Natural pigments have been widely used since ancient times for various purposes, including food coloring, paints, cosmetics, fabrics, and art. Making natural-based paint depends on two elements: a pigment and a binder. Pigments can be obtained from organic matter, such as saffron, annatto, onion skins, mashed beans, or vegetables. Binders (or mordants) ensure the adhesion of the dye to the surface and can also be organic, such as vinegar, salt, and yerba mate, among others.
Dyeing using natural pigments is more common in the textile industry. It has benefits: the variety of colors is not lacking, besides reducing the risk of allergies compared to chemical dyes. Industrialized paints require a lot of stabilizers and synthetic chemicals to ensure the vibrancy and durability of the color. These are mixed in water, where the fabric is soaked. Dyeing water is discharged into the city's infrastructure networks without being properly treated at the end of the process. Natural dyeing does not produce the same amount of waste. This makes it less harmful to the sewage system and eventually returns to the environment.
Construction follows the same. The pigment and the mordant are mixed with water and directly applied to the substrate. In general, the pigments are of mineral origin, such as clay, which results in a warm palette, from yellows to browns, depending on the type of soil. The most common binders tend not to be natural, due to the need for yield for a room or building. It is possible to use water-based white glue, whey (casein), or lime – which is also the basis for white paint.
Besides using it as a finishing paint, another alternative to coloring building materials is pigmented concrete. The pigment is added to a mixture of sand, fine and coarse aggregates – gravel, in general – cement, and water. Pigments do not influence concrete's structural performance and, unlike paints – in which the pigment is diluted in water – in pigmented concrete, the dye is mixed with the material and gives it color through mechanical dispersion. Due to the coloring process, pigments must be inorganic, such as iron oxide (reds and browns), chromium oxide (greens), iron hydroxide (yellows), cobalt oxide (blues), and titanium dioxide (white), all mineral based. To ensure their proper and sustainable use, it is essential to evaluate the extraction of these pigments. The performance, stability, and durability of these pigments in concrete guarantee the advantage over organic pigments. Their coloring capacity and durability do not meet this material's performance expectations.
Resistance to natural pigments is partly due to durability and color maintenance. Plant-derived pigments are photosensitive, meaning they change their hue, fade, and sometimes completely disappear when exposed to light for long periods. For this reason, a key part of developing and using these pigments is ensuring color lasts. In the case of mineral pigments, durability concerning the weather has a performance equivalent to industrial paints. This is an incentive for its diffusion in the civil construction industry. Can these pigments be industrially stabilized and potentiated responsibly?

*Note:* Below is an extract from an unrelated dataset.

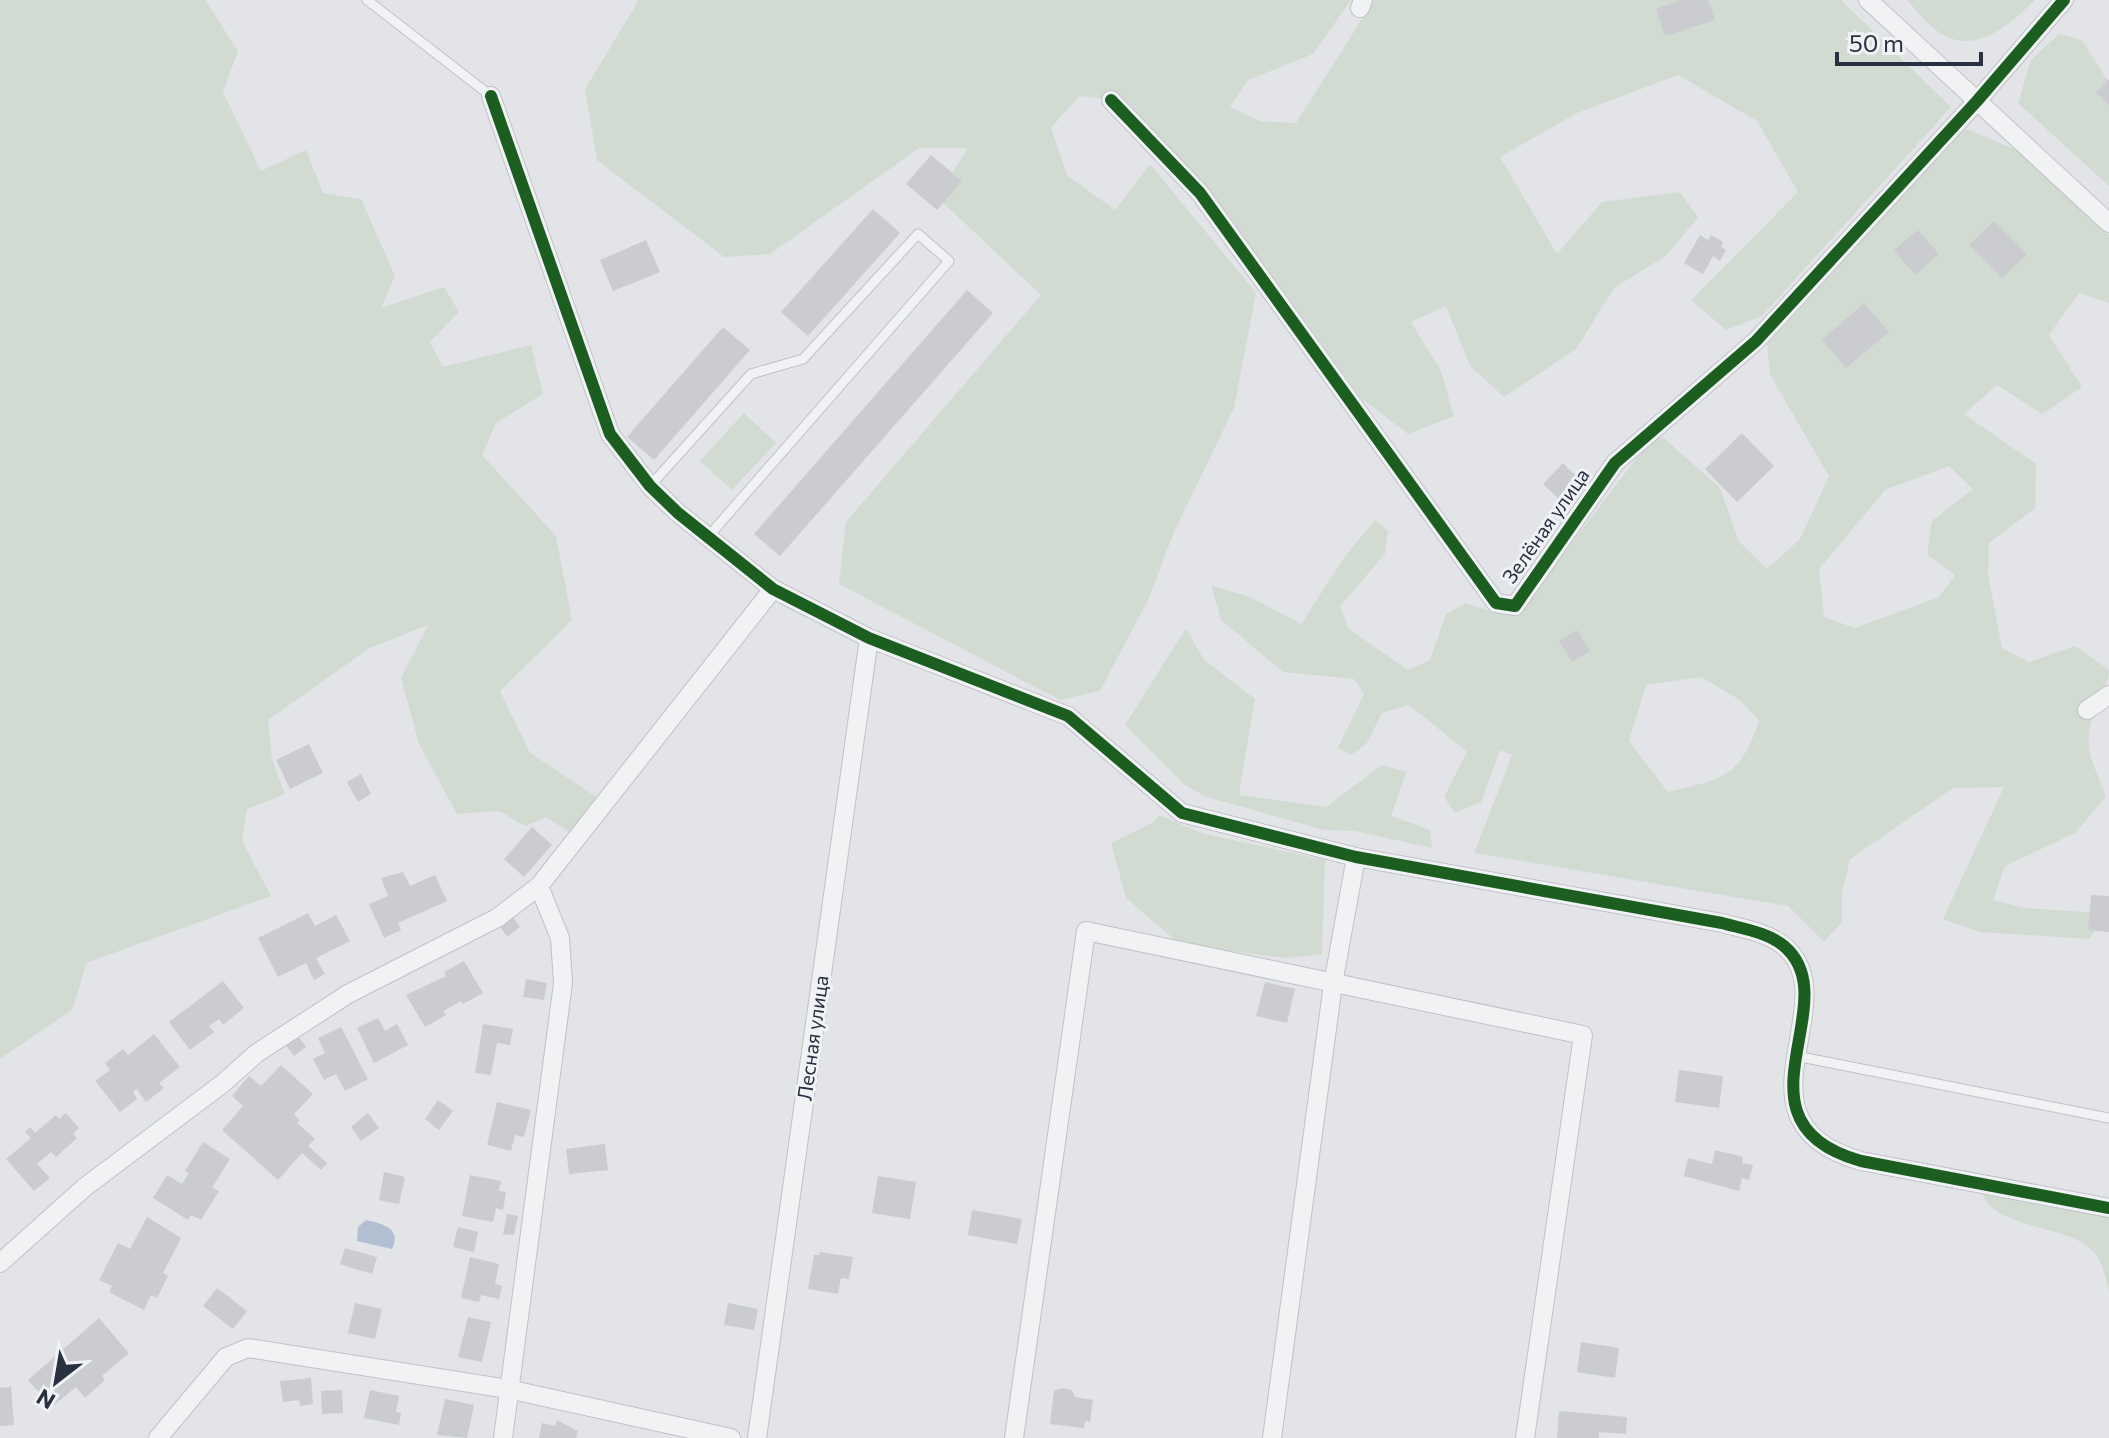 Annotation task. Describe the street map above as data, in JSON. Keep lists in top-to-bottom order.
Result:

It has been known for a long time that architecture is not eternal. Why would durability be an issue with natural pigments? They do not differ that much from the performance acquired “synthetically”, but they are undoubtedly less aggressive, and offer another way for the architectural field to exist in a more symbiotic and environmentally friendly way. The answer is always “no”. However, researchers, professors and professionals began to pair ancient techniques with modern scientific methods to prove that the answer can be changed to “yes”. Another aspect to be considered in the reformulation of constructive thinking is temporality (always the same). Maintenance of buildings happens regularly because of materials' wear and tear.
This article is part of the ArchDaily Topics: Color in Architecture presented by Sto.
Material, texture, sheen, and color are inseparable – the identity of a building becomes clear in an Architect’s choices of how these come together. Considering the lifecycle of a building from design, occupation, and legacy, we understand that achieving the right expression is tantamount to the success of a building. Sto’s innovative materials and data-driven color system complement design ambitions with technical knowledge and rigorous testing, to offer possibilities, accuracy, and longevity when Building in Color.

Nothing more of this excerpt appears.